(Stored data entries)

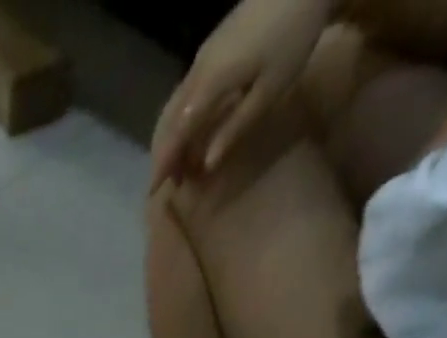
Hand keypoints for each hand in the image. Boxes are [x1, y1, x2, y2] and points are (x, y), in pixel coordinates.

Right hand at [150, 0, 327, 187]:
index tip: (154, 190)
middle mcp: (198, 69)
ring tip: (182, 163)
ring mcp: (203, 56)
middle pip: (170, 119)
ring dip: (173, 137)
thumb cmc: (292, 39)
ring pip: (175, 105)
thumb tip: (207, 164)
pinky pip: (186, 92)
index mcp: (210, 82)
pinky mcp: (212, 48)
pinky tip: (192, 132)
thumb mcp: (268, 92)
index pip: (178, 131)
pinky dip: (183, 118)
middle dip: (166, 153)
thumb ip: (234, 128)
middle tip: (171, 182)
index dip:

* _To do_: Starting at the line that contains "ring pip: (175, 105)", restate word for word every line through the last one in the records above. Return nothing else.

* _Finished exercise_:
ring pip: (175, 105)
thumb tip: (207, 164)
pinky pip: (186, 92)
index mcp: (210, 82)
pinky mcp: (212, 48)
pinky tip: (192, 132)
thumb mcp: (268, 92)
index pip: (178, 131)
pinky dip: (183, 118)
middle dip: (166, 153)
thumb ip: (234, 128)
middle tip: (171, 182)
index dip:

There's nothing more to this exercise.